Entries supplied
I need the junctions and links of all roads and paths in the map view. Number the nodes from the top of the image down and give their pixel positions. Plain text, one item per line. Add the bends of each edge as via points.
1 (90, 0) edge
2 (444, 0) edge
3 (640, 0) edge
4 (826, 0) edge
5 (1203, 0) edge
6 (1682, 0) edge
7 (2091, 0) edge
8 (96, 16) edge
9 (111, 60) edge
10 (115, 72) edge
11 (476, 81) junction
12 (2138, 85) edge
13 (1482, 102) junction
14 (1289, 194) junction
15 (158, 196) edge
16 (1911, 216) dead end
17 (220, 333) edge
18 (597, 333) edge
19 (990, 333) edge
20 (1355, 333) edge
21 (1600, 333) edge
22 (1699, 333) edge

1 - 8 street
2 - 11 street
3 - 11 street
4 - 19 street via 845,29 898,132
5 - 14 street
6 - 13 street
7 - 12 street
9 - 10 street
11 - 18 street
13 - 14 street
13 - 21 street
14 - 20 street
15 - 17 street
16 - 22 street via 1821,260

Task item
Starting at the top of the listing above, write out every line exactly as it appears.

Exercise result
I need the junctions and links of all roads and paths in the map view. Number the nodes from the top of the image down and give their pixel positions. Plain text, one item per line. Add the bends of each edge as via points.
1 (90, 0) edge
2 (444, 0) edge
3 (640, 0) edge
4 (826, 0) edge
5 (1203, 0) edge
6 (1682, 0) edge
7 (2091, 0) edge
8 (96, 16) edge
9 (111, 60) edge
10 (115, 72) edge
11 (476, 81) junction
12 (2138, 85) edge
13 (1482, 102) junction
14 (1289, 194) junction
15 (158, 196) edge
16 (1911, 216) dead end
17 (220, 333) edge
18 (597, 333) edge
19 (990, 333) edge
20 (1355, 333) edge
21 (1600, 333) edge
22 (1699, 333) edge

1 - 8 street
2 - 11 street
3 - 11 street
4 - 19 street via 845,29 898,132
5 - 14 street
6 - 13 street
7 - 12 street
9 - 10 street
11 - 18 street
13 - 14 street
13 - 21 street
14 - 20 street
15 - 17 street
16 - 22 street via 1821,260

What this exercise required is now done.